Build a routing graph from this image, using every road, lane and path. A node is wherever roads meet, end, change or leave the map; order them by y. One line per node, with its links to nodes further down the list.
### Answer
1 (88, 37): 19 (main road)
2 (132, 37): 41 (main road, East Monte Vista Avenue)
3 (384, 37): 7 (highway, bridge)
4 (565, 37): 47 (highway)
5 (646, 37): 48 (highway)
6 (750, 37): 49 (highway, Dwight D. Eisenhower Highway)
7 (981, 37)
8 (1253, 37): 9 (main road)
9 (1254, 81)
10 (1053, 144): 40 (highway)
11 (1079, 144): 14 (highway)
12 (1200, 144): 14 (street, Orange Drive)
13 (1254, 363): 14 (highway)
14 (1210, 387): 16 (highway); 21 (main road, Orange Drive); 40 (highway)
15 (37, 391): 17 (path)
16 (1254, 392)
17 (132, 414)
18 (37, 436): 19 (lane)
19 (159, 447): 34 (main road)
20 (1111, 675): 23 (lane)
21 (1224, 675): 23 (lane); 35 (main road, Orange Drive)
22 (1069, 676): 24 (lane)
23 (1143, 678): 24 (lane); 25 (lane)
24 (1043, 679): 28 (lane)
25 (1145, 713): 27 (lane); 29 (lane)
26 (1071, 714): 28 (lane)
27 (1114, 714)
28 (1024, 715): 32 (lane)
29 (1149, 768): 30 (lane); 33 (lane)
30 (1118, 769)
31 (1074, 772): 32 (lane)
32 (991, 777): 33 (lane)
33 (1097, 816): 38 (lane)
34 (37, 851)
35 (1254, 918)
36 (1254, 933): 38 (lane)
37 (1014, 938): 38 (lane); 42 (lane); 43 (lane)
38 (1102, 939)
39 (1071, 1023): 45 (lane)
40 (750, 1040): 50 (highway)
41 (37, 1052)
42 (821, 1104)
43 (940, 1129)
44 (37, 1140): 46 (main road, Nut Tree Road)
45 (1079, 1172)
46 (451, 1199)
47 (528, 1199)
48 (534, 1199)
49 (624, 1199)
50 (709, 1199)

■ ■ ■ ■

• **Task directions**
Go through the records and pull out each line that includes the word "highway".

• **Solution to this task**
3 (384, 37): 7 (highway, bridge)
4 (565, 37): 47 (highway)
5 (646, 37): 48 (highway)
6 (750, 37): 49 (highway, Dwight D. Eisenhower Highway)
10 (1053, 144): 40 (highway)
11 (1079, 144): 14 (highway)
13 (1254, 363): 14 (highway)
14 (1210, 387): 16 (highway); 21 (main road, Orange Drive); 40 (highway)
40 (750, 1040): 50 (highway)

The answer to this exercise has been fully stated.